• **PROBLEM TO SOLVE**
Gather every line of the entries that includes the word "roads".

• **Source records**
===
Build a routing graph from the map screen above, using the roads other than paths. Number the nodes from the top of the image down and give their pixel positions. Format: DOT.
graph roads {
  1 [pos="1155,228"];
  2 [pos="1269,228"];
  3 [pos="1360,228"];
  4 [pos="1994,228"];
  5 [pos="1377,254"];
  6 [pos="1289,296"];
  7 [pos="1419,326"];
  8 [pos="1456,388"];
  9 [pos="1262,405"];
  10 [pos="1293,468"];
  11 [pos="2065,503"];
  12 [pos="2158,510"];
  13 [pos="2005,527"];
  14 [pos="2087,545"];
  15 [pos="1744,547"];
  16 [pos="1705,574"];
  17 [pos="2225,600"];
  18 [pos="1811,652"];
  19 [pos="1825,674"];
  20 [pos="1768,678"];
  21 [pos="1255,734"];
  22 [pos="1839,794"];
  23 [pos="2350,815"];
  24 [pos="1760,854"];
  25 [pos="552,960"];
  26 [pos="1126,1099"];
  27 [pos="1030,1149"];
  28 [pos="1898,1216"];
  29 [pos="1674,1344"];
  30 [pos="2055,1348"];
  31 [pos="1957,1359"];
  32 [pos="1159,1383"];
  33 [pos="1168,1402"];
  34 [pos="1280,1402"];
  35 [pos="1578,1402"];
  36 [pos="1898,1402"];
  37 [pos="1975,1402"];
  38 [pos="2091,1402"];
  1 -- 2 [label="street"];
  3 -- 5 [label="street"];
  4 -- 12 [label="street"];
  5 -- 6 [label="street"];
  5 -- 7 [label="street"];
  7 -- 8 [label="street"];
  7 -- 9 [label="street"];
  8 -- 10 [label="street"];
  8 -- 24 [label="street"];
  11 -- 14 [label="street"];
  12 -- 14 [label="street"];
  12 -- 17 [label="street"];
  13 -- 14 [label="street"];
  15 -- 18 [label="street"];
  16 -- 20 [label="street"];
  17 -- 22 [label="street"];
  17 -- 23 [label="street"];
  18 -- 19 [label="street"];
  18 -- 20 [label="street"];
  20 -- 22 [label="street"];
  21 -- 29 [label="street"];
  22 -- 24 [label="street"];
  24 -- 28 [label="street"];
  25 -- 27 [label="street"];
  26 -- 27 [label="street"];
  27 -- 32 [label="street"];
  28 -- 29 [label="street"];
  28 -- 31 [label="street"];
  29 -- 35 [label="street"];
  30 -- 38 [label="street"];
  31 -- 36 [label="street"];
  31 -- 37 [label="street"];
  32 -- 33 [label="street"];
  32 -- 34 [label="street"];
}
===
• **ANSWER TO THE EXERCISE**
Build a routing graph from the map screen above, using the roads other than paths. Number the nodes from the top of the image down and give their pixel positions. Format: DOT.
graph roads {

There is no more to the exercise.